### What to work on
Carry none of the pictures over; write out the complete data exactly.

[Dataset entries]
---

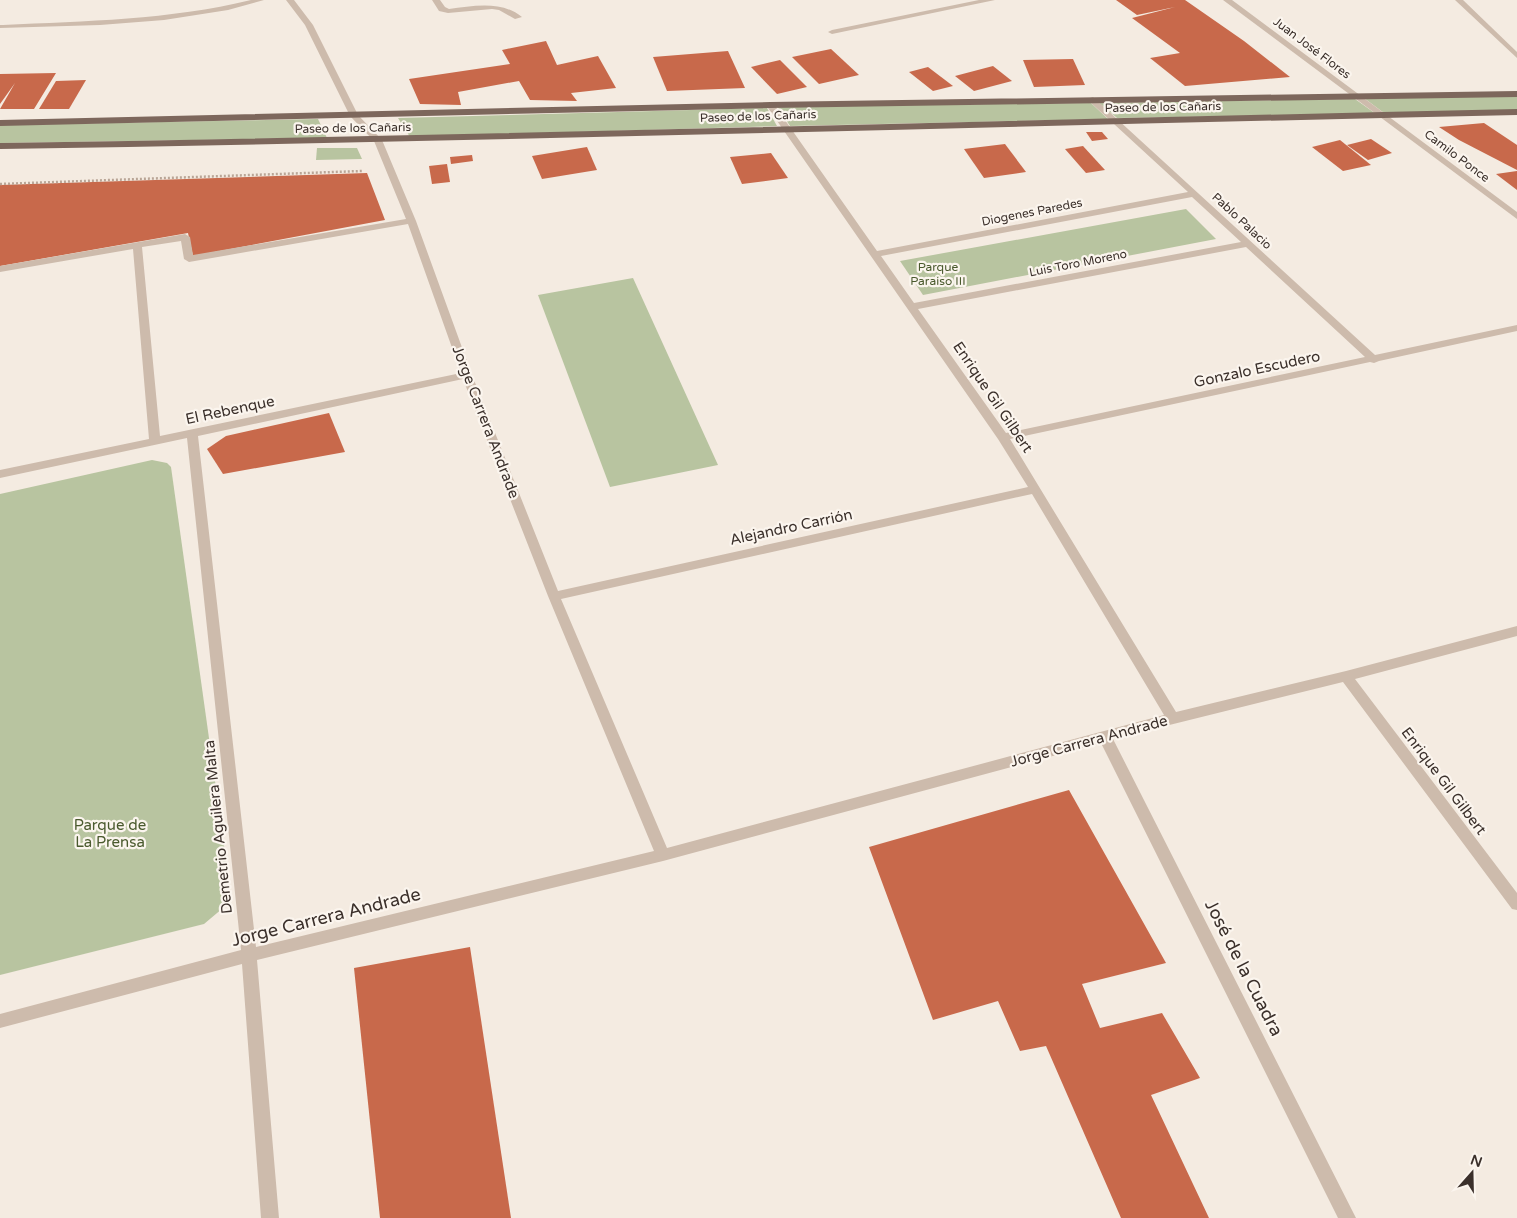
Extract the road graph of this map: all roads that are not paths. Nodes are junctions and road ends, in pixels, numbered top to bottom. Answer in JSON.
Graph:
{"nodes":[{"id":1,"x":260,"y":0,"type":"edge"},
{"id":2,"x":290,"y":0,"type":"edge"},
{"id":3,"x":436,"y":0,"type":"edge"},
{"id":4,"x":990,"y":0,"type":"edge"},
{"id":5,"x":1227,"y":0,"type":"edge"},
{"id":6,"x":1459,"y":0,"type":"edge"},
{"id":7,"x":518,"y":17,"type":"dead end"},
{"id":8,"x":3,"y":27,"type":"dead end"},
{"id":9,"x":832,"y":32,"type":"dead end"},
{"id":10,"x":1517,"y":56,"type":"edge"},
{"id":11,"x":1517,"y":94,"type":"edge"},
{"id":12,"x":1356,"y":96,"type":"junction"},
{"id":13,"x":1093,"y":100,"type":"junction"},
{"id":14,"x":770,"y":105,"type":"junction"},
{"id":15,"x":1517,"y":112,"type":"edge"},
{"id":16,"x":1382,"y":115,"type":"junction"},
{"id":17,"x":354,"y":116,"type":"junction"},
{"id":18,"x":1114,"y":120,"type":"junction"},
{"id":19,"x":0,"y":123,"type":"edge"},
{"id":20,"x":785,"y":128,"type":"junction"},
{"id":21,"x":378,"y":140,"type":"junction"},
{"id":22,"x":0,"y":146,"type":"edge"},
{"id":23,"x":1194,"y":194,"type":"junction"},
{"id":24,"x":1517,"y":216,"type":"edge"},
{"id":25,"x":411,"y":221,"type":"junction"},
{"id":26,"x":1248,"y":244,"type":"junction"},
{"id":27,"x":137,"y":245,"type":"junction"},
{"id":28,"x":875,"y":254,"type":"junction"},
{"id":29,"x":0,"y":269,"type":"edge"},
{"id":30,"x":912,"y":307,"type":"junction"},
{"id":31,"x":1517,"y":328,"type":"edge"},
{"id":32,"x":1374,"y":360,"type":"junction"},
{"id":33,"x":467,"y":375,"type":"junction"},
{"id":34,"x":192,"y":434,"type":"junction"},
{"id":35,"x":1003,"y":437,"type":"junction"},
{"id":36,"x":155,"y":442,"type":"junction"},
{"id":37,"x":0,"y":474,"type":"edge"},
{"id":38,"x":1034,"y":490,"type":"junction"},
{"id":39,"x":554,"y":596,"type":"junction"},
{"id":40,"x":1517,"y":631,"type":"edge"},
{"id":41,"x":1346,"y":676,"type":"junction"},
{"id":42,"x":1173,"y":718,"type":"junction"},
{"id":43,"x":1105,"y":737,"type":"junction"},
{"id":44,"x":663,"y":855,"type":"junction"},
{"id":45,"x":1517,"y":904,"type":"edge"},
{"id":46,"x":248,"y":955,"type":"junction"},
{"id":47,"x":0,"y":1020,"type":"edge"},
{"id":48,"x":270,"y":1218,"type":"edge"},
{"id":49,"x":1347,"y":1218,"type":"edge"}],
"edges":[{"from":1,"to":8,"type":"street"},
{"from":2,"to":17,"type":"street","name":"Jorge Carrera Andrade"},
{"from":3,"to":7,"type":"street"},
{"from":4,"to":9,"type":"street"},
{"from":5,"to":12,"type":"street","name":"Juan José Flores"},
{"from":6,"to":10,"type":"street"},
{"from":11,"to":12,"type":"main road","name":"Paseo de los Cañaris"},
{"from":12,"to":13,"type":"main road","name":"Paseo de los Cañaris"},
{"from":12,"to":16,"type":"street","name":"Juan José Flores"},
{"from":13,"to":14,"type":"main road","name":"Paseo de los Cañaris"},
{"from":13,"to":18,"type":"street","name":"Pablo Palacio"},
{"from":14,"to":17,"type":"main road","name":"Paseo de los Cañaris"},
{"from":14,"to":20,"type":"street","name":"Enrique Gil Gilbert"},
{"from":15,"to":16,"type":"main road","name":"Paseo de los Cañaris"},
{"from":16,"to":18,"type":"main road","name":"Paseo de los Cañaris"},
{"from":16,"to":24,"type":"street","name":"Camilo Ponce"},
{"from":17,"to":19,"type":"main road","name":"Paseo de los Cañaris"},
{"from":17,"to":21,"type":"street","name":"Jorge Carrera Andrade"},
{"from":18,"to":20,"type":"main road","name":"Paseo de los Cañaris"},
{"from":18,"to":23,"type":"street","name":"Pablo Palacio"},
{"from":20,"to":21,"type":"main road","name":"Paseo de los Cañaris"},
{"from":20,"to":28,"type":"street","name":"Enrique Gil Gilbert"},
{"from":21,"to":22,"type":"main road","name":"Paseo de los Cañaris"},
{"from":21,"to":25,"type":"street","name":"Jorge Carrera Andrade"},
{"from":23,"to":26,"type":"street","name":"Pablo Palacio"},
{"from":23,"to":28,"type":"street","name":"Diogenes Paredes"},
{"from":25,"to":27,"type":"street"},
{"from":25,"to":33,"type":"street","name":"Jorge Carrera Andrade"},
{"from":26,"to":30,"type":"street","name":"Luis Toro Moreno"},
{"from":26,"to":32,"type":"street","name":"Pablo Palacio"},
{"from":27,"to":29,"type":"street"},
{"from":27,"to":36,"type":"street"},
{"from":28,"to":30,"type":"street","name":"Enrique Gil Gilbert"},
{"from":30,"to":35,"type":"street","name":"Enrique Gil Gilbert"},
{"from":31,"to":32,"type":"street","name":"Gonzalo Escudero"},
{"from":32,"to":35,"type":"street","name":"Gonzalo Escudero"},
{"from":33,"to":34,"type":"street","name":"El Rebenque"},
{"from":33,"to":39,"type":"street","name":"Jorge Carrera Andrade"},
{"from":34,"to":36,"type":"street","name":"El Rebenque"},
{"from":34,"to":46,"type":"street","name":"Demetrio Aguilera Malta"},
{"from":35,"to":38,"type":"street","name":"Enrique Gil Gilbert"},
{"from":36,"to":37,"type":"street","name":"El Rebenque"},
{"from":38,"to":39,"type":"street","name":"Alejandro Carrión"},
{"from":38,"to":42,"type":"street","name":"Enrique Gil Gilbert"},
{"from":39,"to":44,"type":"street","name":"Jorge Carrera Andrade"},
{"from":40,"to":41,"type":"street","name":"Jorge Carrera Andrade"},
{"from":41,"to":42,"type":"street","name":"Jorge Carrera Andrade"},
{"from":41,"to":45,"type":"street","name":"Enrique Gil Gilbert"},
{"from":42,"to":43,"type":"street","name":"Jorge Carrera Andrade"},
{"from":43,"to":44,"type":"street","name":"Jorge Carrera Andrade"},
{"from":43,"to":49,"type":"street","name":"José de la Cuadra"},
{"from":44,"to":46,"type":"street","name":"Jorge Carrera Andrade"},
{"from":46,"to":47,"type":"street","name":"Jorge Carrera Andrade"},
{"from":46,"to":48,"type":"street","name":"Demetrio Aguilera Malta"}]}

---

### Reply
Extract the road graph of this map: all roads that are not paths. Nodes are junctions and road ends, in pixels, numbered top to bottom. Answer in JSON.
Graph:
{"nodes":[{"id":1,"x":260,"y":0,"type":"edge"},
{"id":2,"x":290,"y":0,"type":"edge"},
{"id":3,"x":436,"y":0,"type":"edge"},
{"id":4,"x":990,"y":0,"type":"edge"},
{"id":5,"x":1227,"y":0,"type":"edge"},
{"id":6,"x":1459,"y":0,"type":"edge"},
{"id":7,"x":518,"y":17,"type":"dead end"},
{"id":8,"x":3,"y":27,"type":"dead end"},
{"id":9,"x":832,"y":32,"type":"dead end"},
{"id":10,"x":1517,"y":56,"type":"edge"},
{"id":11,"x":1517,"y":94,"type":"edge"},
{"id":12,"x":1356,"y":96,"type":"junction"},
{"id":13,"x":1093,"y":100,"type":"junction"},
{"id":14,"x":770,"y":105,"type":"junction"},
{"id":15,"x":1517,"y":112,"type":"edge"},
{"id":16,"x":1382,"y":115,"type":"junction"},
{"id":17,"x":354,"y":116,"type":"junction"},
{"id":18,"x":1114,"y":120,"type":"junction"},
{"id":19,"x":0,"y":123,"type":"edge"},
{"id":20,"x":785,"y":128,"type":"junction"},
{"id":21,"x":378,"y":140,"type":"junction"},
{"id":22,"x":0,"y":146,"type":"edge"},
{"id":23,"x":1194,"y":194,"type":"junction"},
{"id":24,"x":1517,"y":216,"type":"edge"},
{"id":25,"x":411,"y":221,"type":"junction"},
{"id":26,"x":1248,"y":244,"type":"junction"},
{"id":27,"x":137,"y":245,"type":"junction"},
{"id":28,"x":875,"y":254,"type":"junction"},
{"id":29,"x":0,"y":269,"type":"edge"},
{"id":30,"x":912,"y":307,"type":"junction"},
{"id":31,"x":1517,"y":328,"type":"edge"},
{"id":32,"x":1374,"y":360,"type":"junction"},
{"id":33,"x":467,"y":375,"type":"junction"},
{"id":34,"x":192,"y":434,"type":"junction"},
{"id":35,"x":1003,"y":437,"type":"junction"},
{"id":36,"x":155,"y":442,"type":"junction"},
{"id":37,"x":0,"y":474,"type":"edge"},
{"id":38,"x":1034,"y":490,"type":"junction"},
{"id":39,"x":554,"y":596,"type":"junction"},
{"id":40,"x":1517,"y":631,"type":"edge"},
{"id":41,"x":1346,"y":676,"type":"junction"},
{"id":42,"x":1173,"y":718,"type":"junction"},
{"id":43,"x":1105,"y":737,"type":"junction"},
{"id":44,"x":663,"y":855,"type":"junction"},
{"id":45,"x":1517,"y":904,"type":"edge"},
{"id":46,"x":248,"y":955,"type":"junction"},
{"id":47,"x":0,"y":1020,"type":"edge"},
{"id":48,"x":270,"y":1218,"type":"edge"},
{"id":49,"x":1347,"y":1218,"type":"edge"}],
"edges":[{"from":1,"to":8,"type":"street"},
{"from":2,"to":17,"type":"street","name":"Jorge Carrera Andrade"},
{"from":3,"to":7,"type":"street"},
{"from":4,"to":9,"type":"street"},
{"from":5,"to":12,"type":"street","name":"Juan José Flores"},
{"from":6,"to":10,"type":"street"},
{"from":11,"to":12,"type":"main road","name":"Paseo de los Cañaris"},
{"from":12,"to":13,"type":"main road","name":"Paseo de los Cañaris"},
{"from":12,"to":16,"type":"street","name":"Juan José Flores"},
{"from":13,"to":14,"type":"main road","name":"Paseo de los Cañaris"},
{"from":13,"to":18,"type":"street","name":"Pablo Palacio"},
{"from":14,"to":17,"type":"main road","name":"Paseo de los Cañaris"},
{"from":14,"to":20,"type":"street","name":"Enrique Gil Gilbert"},
{"from":15,"to":16,"type":"main road","name":"Paseo de los Cañaris"},
{"from":16,"to":18,"type":"main road","name":"Paseo de los Cañaris"},
{"from":16,"to":24,"type":"street","name":"Camilo Ponce"},
{"from":17,"to":19,"type":"main road","name":"Paseo de los Cañaris"},
{"from":17,"to":21,"type":"street","name":"Jorge Carrera Andrade"},
{"from":18,"to":20,"type":"main road","name":"Paseo de los Cañaris"},
{"from":18,"to":23,"type":"street","name":"Pablo Palacio"},
{"from":20,"to":21,"type":"main road","name":"Paseo de los Cañaris"},
{"from":20,"to":28,"type":"street","name":"Enrique Gil Gilbert"},
{"from":21,"to":22,"type":"main road","name":"Paseo de los Cañaris"},
{"from":21,"to":25,"type":"street","name":"Jorge Carrera Andrade"},
{"from":23,"to":26,"type":"street","name":"Pablo Palacio"},
{"from":23,"to":28,"type":"street","name":"Diogenes Paredes"},
{"from":25,"to":27,"type":"street"},
{"from":25,"to":33,"type":"street","name":"Jorge Carrera Andrade"},
{"from":26,"to":30,"type":"street","name":"Luis Toro Moreno"},
{"from":26,"to":32,"type":"street","name":"Pablo Palacio"},
{"from":27,"to":29,"type":"street"},
{"from":27,"to":36,"type":"street"},
{"from":28,"to":30,"type":"street","name":"Enrique Gil Gilbert"},
{"from":30,"to":35,"type":"street","name":"Enrique Gil Gilbert"},
{"from":31,"to":32,"type":"street","name":"Gonzalo Escudero"},
{"from":32,"to":35,"type":"street","name":"Gonzalo Escudero"},
{"from":33,"to":34,"type":"street","name":"El Rebenque"},
{"from":33,"to":39,"type":"street","name":"Jorge Carrera Andrade"},
{"from":34,"to":36,"type":"street","name":"El Rebenque"},
{"from":34,"to":46,"type":"street","name":"Demetrio Aguilera Malta"},
{"from":35,"to":38,"type":"street","name":"Enrique Gil Gilbert"},
{"from":36,"to":37,"type":"street","name":"El Rebenque"},
{"from":38,"to":39,"type":"street","name":"Alejandro Carrión"},
{"from":38,"to":42,"type":"street","name":"Enrique Gil Gilbert"},
{"from":39,"to":44,"type":"street","name":"Jorge Carrera Andrade"},
{"from":40,"to":41,"type":"street","name":"Jorge Carrera Andrade"},
{"from":41,"to":42,"type":"street","name":"Jorge Carrera Andrade"},
{"from":41,"to":45,"type":"street","name":"Enrique Gil Gilbert"},
{"from":42,"to":43,"type":"street","name":"Jorge Carrera Andrade"},
{"from":43,"to":44,"type":"street","name":"Jorge Carrera Andrade"},
{"from":43,"to":49,"type":"street","name":"José de la Cuadra"},
{"from":44,"to":46,"type":"street","name":"Jorge Carrera Andrade"},
{"from":46,"to":47,"type":"street","name":"Jorge Carrera Andrade"},
{"from":46,"to":48,"type":"street","name":"Demetrio Aguilera Malta"}]}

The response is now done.